■ Brief
Copy each line of the material below that includes the string "word".

■ Information shown
········

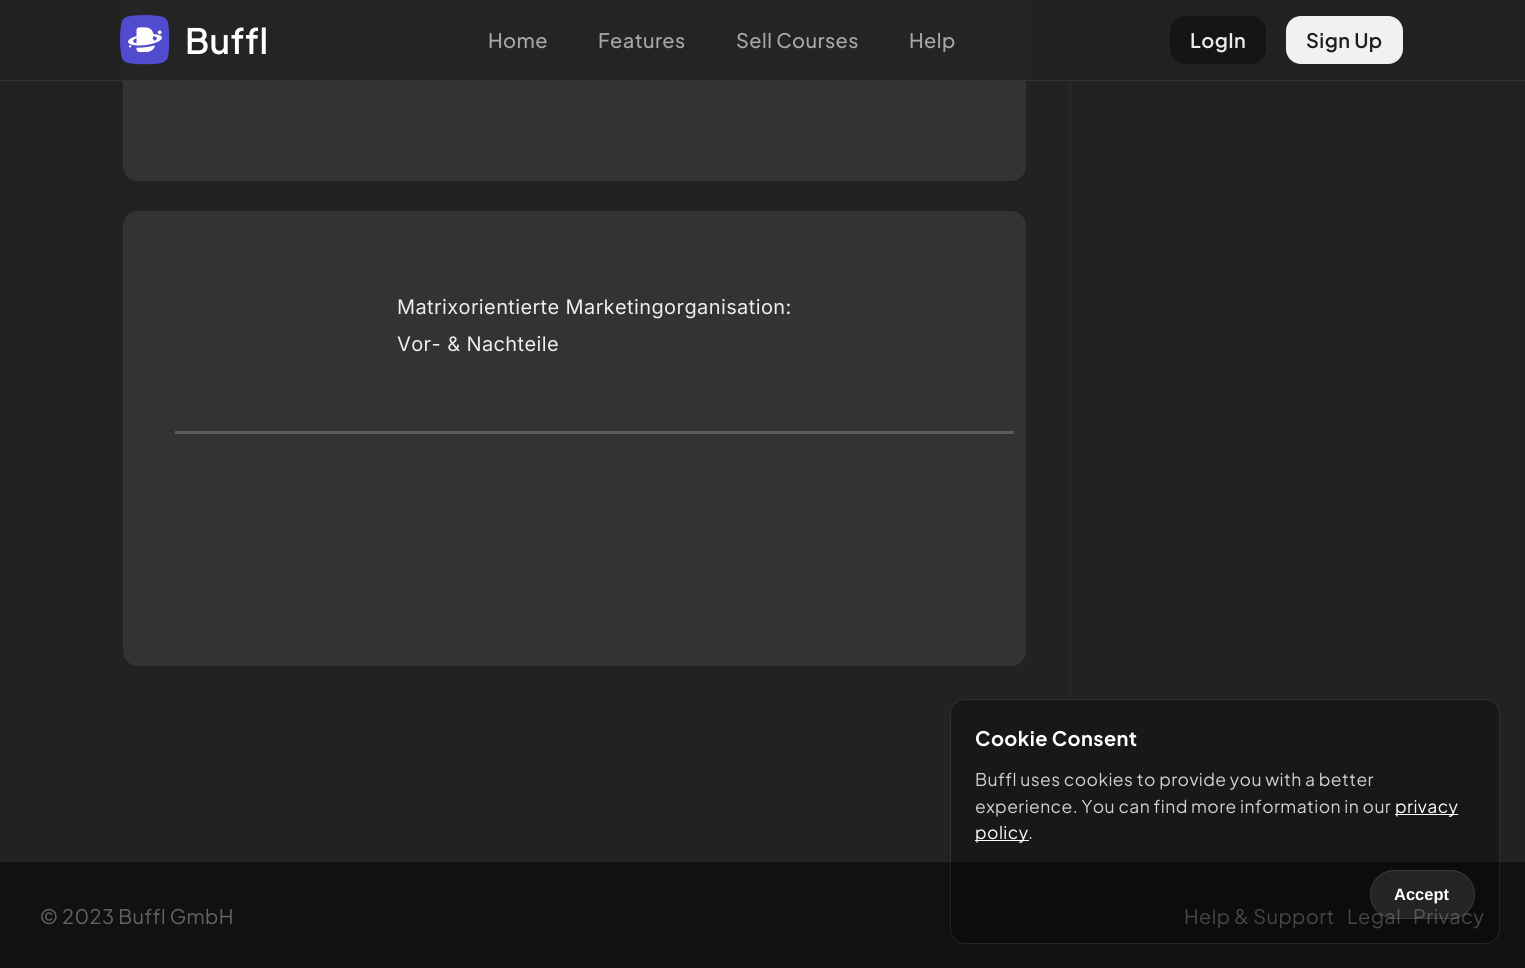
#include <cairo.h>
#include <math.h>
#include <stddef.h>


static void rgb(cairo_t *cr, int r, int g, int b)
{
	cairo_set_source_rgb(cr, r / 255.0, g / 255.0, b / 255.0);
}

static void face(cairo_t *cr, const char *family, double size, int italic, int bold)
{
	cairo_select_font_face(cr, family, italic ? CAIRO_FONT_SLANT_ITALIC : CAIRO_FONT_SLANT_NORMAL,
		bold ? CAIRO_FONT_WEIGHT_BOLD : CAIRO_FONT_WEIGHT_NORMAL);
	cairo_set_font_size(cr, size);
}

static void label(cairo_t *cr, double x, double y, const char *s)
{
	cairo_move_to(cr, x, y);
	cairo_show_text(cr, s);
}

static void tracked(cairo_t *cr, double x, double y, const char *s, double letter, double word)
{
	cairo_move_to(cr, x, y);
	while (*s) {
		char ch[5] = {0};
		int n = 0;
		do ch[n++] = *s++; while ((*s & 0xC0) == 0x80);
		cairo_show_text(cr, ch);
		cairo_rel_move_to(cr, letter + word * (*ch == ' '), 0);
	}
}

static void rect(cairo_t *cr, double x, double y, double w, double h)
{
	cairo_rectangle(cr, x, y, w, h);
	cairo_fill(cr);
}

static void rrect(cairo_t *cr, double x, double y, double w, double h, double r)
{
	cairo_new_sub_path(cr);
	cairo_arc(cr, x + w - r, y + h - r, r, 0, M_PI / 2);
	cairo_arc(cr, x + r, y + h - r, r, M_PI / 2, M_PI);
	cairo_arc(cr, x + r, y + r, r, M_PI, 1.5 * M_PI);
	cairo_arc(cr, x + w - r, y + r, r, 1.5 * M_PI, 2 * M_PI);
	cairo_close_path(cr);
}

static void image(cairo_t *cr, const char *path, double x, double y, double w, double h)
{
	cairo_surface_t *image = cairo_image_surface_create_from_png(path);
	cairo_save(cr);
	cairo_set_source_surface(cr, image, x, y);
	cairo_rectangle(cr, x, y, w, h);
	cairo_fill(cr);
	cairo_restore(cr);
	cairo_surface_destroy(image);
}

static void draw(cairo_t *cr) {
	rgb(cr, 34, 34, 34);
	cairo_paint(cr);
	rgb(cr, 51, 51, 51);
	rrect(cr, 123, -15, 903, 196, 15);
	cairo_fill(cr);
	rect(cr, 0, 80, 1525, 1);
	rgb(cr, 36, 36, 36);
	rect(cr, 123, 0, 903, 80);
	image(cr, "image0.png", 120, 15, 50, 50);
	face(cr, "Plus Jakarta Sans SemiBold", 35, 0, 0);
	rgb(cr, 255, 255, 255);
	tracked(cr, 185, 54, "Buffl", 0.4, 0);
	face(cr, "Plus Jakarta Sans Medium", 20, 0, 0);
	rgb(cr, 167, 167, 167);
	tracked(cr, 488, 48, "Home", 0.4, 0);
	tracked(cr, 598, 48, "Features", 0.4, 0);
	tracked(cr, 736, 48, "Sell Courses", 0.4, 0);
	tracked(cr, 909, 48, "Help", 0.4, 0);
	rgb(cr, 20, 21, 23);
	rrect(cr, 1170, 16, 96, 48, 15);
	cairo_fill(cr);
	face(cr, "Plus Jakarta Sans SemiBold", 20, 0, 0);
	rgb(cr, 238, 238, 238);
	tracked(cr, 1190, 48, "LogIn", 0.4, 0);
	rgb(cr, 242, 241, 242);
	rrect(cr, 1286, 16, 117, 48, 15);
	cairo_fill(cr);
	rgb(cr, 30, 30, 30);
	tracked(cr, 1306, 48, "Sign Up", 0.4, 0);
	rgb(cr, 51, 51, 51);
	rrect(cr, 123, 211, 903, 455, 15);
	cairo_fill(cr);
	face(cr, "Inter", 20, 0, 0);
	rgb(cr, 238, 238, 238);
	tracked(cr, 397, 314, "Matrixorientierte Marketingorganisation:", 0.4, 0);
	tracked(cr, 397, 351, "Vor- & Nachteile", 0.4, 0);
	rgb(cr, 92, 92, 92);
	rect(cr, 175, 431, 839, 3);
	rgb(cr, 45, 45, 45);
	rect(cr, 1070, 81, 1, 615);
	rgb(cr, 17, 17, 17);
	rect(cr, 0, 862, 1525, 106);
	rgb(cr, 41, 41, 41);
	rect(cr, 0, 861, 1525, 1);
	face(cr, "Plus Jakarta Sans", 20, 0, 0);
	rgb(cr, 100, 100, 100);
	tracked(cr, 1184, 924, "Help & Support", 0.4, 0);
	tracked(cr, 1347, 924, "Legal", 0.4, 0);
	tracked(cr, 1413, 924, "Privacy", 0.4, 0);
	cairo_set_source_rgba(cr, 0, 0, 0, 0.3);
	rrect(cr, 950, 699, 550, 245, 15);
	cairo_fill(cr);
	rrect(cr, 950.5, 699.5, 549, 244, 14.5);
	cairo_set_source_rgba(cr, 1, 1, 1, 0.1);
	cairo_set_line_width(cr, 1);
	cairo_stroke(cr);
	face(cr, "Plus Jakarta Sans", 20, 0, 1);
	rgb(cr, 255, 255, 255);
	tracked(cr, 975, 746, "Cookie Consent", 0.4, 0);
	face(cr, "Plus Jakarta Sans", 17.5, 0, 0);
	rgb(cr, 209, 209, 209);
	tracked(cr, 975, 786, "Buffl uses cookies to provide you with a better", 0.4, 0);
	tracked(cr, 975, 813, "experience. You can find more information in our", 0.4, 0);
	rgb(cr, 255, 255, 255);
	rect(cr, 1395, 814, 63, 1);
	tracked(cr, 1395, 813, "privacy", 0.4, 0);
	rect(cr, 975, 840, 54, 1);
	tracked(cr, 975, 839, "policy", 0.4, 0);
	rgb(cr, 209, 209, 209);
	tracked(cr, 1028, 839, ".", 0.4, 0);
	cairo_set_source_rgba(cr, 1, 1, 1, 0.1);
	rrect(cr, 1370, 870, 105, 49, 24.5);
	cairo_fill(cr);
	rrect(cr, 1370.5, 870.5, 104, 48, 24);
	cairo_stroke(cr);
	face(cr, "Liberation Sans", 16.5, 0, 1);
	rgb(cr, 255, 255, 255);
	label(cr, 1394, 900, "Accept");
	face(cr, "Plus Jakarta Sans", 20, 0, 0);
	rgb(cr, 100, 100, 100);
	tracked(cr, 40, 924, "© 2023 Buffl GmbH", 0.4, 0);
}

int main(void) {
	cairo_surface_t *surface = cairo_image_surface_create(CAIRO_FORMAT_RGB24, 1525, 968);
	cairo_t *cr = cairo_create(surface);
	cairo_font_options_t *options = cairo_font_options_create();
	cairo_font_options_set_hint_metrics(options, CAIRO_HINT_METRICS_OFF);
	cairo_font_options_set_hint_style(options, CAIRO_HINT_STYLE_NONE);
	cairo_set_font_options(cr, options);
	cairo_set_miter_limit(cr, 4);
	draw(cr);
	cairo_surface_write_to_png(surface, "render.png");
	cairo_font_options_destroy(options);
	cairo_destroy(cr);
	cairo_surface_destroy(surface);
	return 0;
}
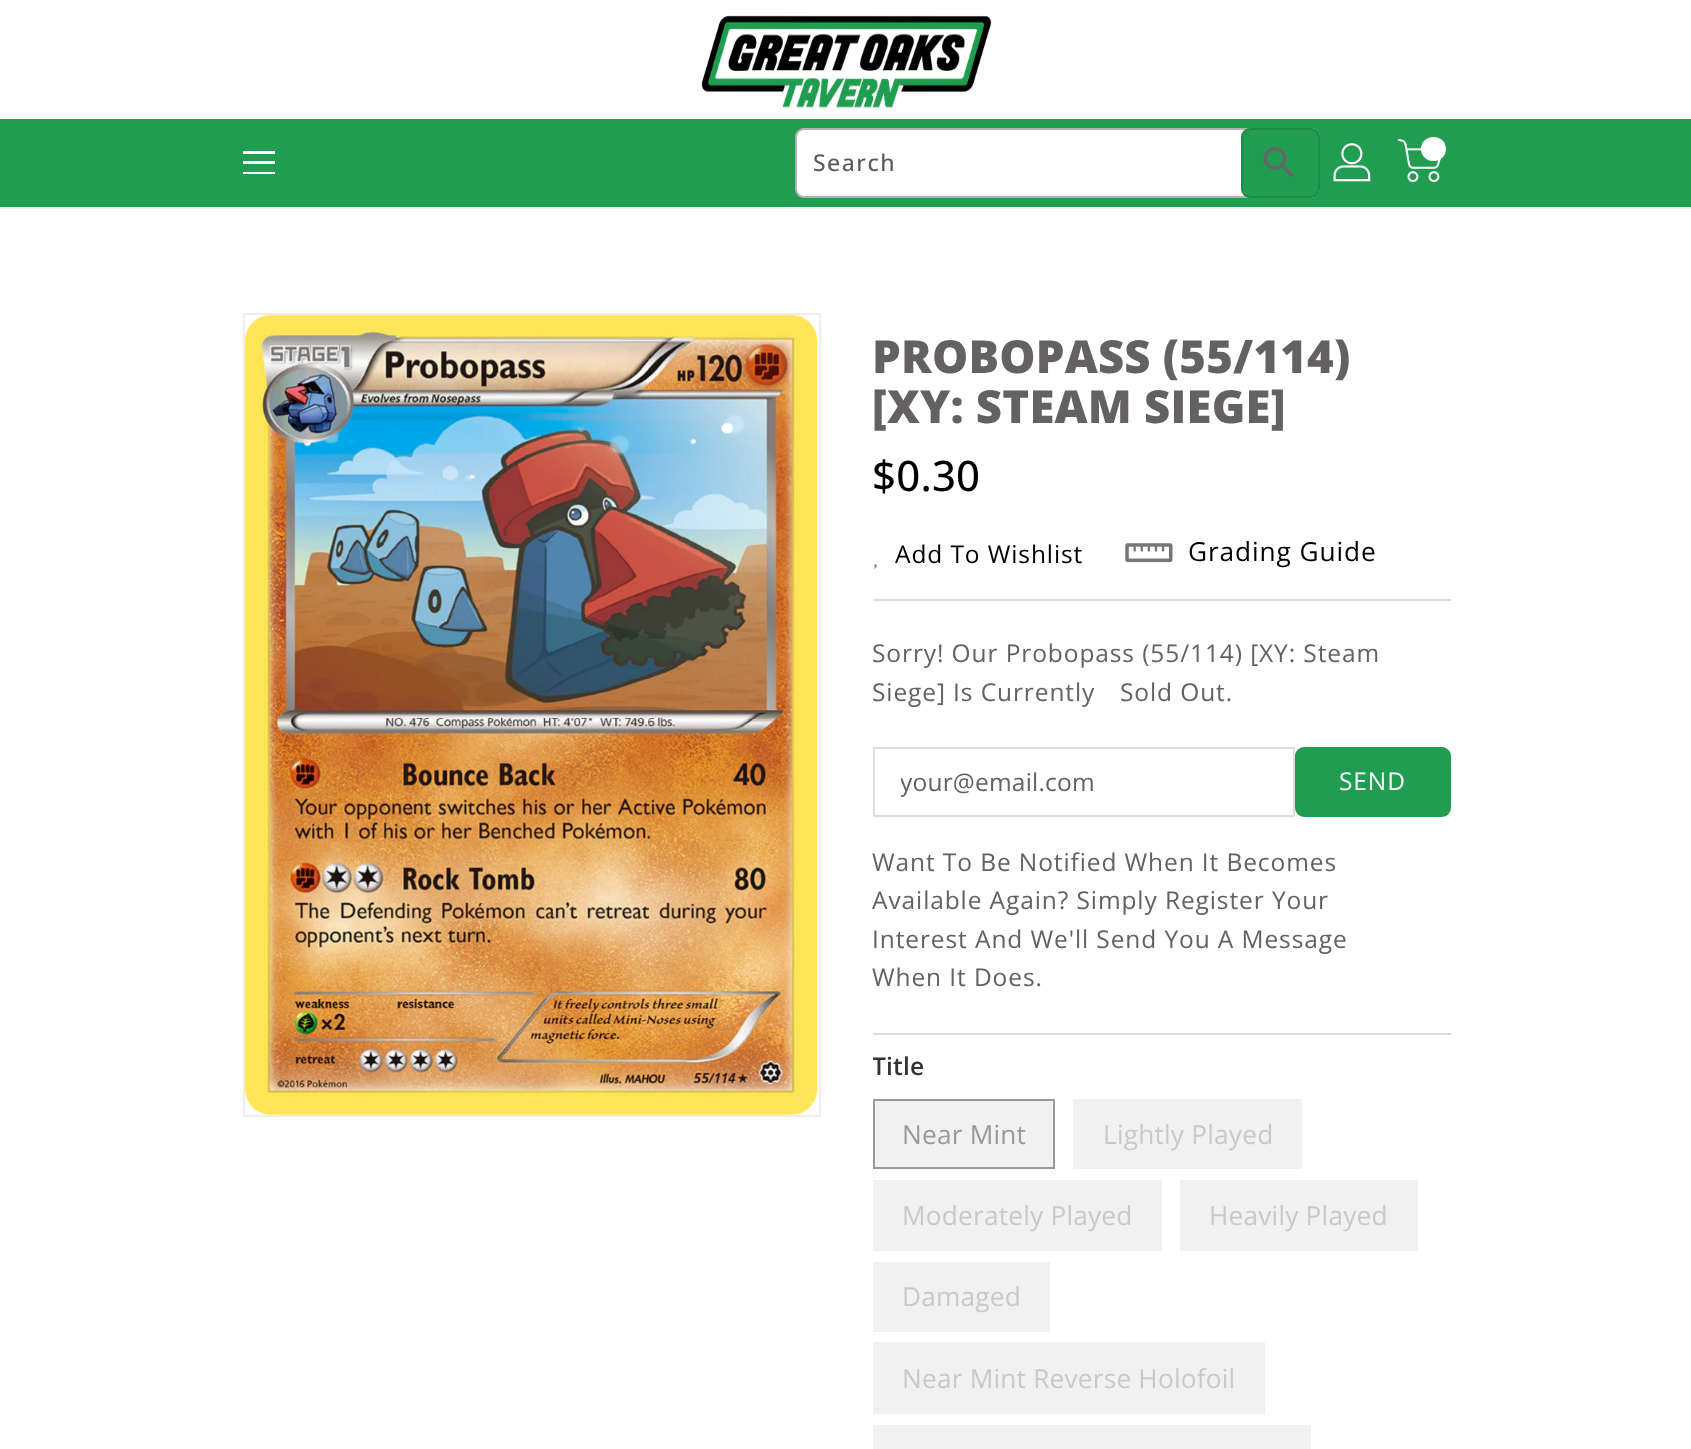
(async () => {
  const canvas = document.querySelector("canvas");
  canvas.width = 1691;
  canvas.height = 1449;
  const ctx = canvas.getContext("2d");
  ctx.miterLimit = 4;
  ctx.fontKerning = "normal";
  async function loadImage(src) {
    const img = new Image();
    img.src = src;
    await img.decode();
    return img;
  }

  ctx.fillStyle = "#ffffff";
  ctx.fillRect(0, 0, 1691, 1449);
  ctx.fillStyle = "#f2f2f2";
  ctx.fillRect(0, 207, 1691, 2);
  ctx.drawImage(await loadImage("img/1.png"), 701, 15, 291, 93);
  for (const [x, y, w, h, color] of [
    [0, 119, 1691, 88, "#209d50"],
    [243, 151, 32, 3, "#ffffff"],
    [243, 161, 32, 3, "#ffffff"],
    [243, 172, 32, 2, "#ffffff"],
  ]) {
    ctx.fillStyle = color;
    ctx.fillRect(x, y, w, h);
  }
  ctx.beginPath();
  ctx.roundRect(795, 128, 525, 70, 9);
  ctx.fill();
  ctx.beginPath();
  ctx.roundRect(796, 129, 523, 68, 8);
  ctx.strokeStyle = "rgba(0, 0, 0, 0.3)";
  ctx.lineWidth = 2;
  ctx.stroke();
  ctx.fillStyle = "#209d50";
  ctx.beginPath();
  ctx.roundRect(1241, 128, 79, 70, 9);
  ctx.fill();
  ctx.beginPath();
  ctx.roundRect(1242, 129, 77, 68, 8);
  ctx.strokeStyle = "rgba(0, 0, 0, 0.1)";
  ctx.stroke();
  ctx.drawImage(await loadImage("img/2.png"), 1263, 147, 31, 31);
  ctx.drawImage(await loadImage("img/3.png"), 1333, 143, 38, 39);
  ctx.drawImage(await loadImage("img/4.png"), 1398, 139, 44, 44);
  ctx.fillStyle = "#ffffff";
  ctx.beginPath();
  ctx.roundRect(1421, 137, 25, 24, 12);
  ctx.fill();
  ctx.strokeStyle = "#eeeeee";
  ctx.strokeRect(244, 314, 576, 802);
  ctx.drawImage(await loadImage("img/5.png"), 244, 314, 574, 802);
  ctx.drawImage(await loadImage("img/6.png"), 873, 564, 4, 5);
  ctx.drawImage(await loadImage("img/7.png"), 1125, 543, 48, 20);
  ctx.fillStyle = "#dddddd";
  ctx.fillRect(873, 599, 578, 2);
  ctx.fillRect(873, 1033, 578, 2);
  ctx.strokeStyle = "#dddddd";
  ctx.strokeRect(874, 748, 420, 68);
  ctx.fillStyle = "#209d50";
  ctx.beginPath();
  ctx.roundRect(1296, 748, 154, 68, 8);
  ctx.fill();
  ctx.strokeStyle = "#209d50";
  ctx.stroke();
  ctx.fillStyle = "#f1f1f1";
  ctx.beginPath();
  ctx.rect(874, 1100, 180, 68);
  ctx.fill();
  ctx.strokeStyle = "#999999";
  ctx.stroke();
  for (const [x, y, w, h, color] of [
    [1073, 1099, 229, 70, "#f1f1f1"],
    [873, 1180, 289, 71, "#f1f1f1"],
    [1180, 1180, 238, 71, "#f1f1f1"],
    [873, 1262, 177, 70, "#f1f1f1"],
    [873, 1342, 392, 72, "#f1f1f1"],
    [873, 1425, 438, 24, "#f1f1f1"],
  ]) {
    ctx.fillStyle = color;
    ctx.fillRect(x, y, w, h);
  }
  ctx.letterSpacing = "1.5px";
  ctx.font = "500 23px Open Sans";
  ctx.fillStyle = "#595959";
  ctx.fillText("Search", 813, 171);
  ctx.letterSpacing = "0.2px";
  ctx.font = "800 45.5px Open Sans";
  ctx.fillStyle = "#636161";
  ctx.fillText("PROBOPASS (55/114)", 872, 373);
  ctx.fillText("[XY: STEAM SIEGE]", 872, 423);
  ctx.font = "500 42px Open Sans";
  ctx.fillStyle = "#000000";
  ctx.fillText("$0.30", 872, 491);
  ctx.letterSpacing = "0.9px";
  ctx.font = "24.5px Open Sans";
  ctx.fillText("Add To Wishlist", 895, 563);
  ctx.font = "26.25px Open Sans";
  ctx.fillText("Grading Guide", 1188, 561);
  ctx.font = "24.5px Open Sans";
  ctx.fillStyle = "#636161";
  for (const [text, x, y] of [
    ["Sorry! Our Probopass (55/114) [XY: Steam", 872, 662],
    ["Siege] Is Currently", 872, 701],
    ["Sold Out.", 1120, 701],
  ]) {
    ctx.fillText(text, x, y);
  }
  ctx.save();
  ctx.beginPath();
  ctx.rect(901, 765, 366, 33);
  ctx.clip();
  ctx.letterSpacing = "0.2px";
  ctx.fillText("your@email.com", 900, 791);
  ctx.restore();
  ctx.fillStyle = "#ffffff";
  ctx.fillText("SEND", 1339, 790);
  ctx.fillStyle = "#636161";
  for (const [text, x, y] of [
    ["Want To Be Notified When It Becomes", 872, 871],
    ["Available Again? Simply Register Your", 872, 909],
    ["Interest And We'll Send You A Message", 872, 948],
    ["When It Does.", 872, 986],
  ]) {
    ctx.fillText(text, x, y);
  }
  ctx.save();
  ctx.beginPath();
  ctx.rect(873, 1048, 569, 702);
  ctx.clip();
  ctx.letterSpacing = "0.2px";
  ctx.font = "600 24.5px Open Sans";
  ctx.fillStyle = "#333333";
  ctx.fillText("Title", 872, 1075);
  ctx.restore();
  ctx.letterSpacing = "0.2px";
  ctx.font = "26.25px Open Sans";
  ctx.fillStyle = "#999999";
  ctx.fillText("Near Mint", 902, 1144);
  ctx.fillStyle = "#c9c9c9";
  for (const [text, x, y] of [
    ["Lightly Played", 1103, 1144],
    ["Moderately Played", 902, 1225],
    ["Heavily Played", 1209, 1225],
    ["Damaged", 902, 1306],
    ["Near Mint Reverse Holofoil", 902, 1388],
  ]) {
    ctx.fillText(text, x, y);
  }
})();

········

■ Reply to the exercise
static void tracked(cairo_t *cr, double x, double y, const char *s, double letter, double word)
		cairo_rel_move_to(cr, letter + word * (*ch == ' '), 0);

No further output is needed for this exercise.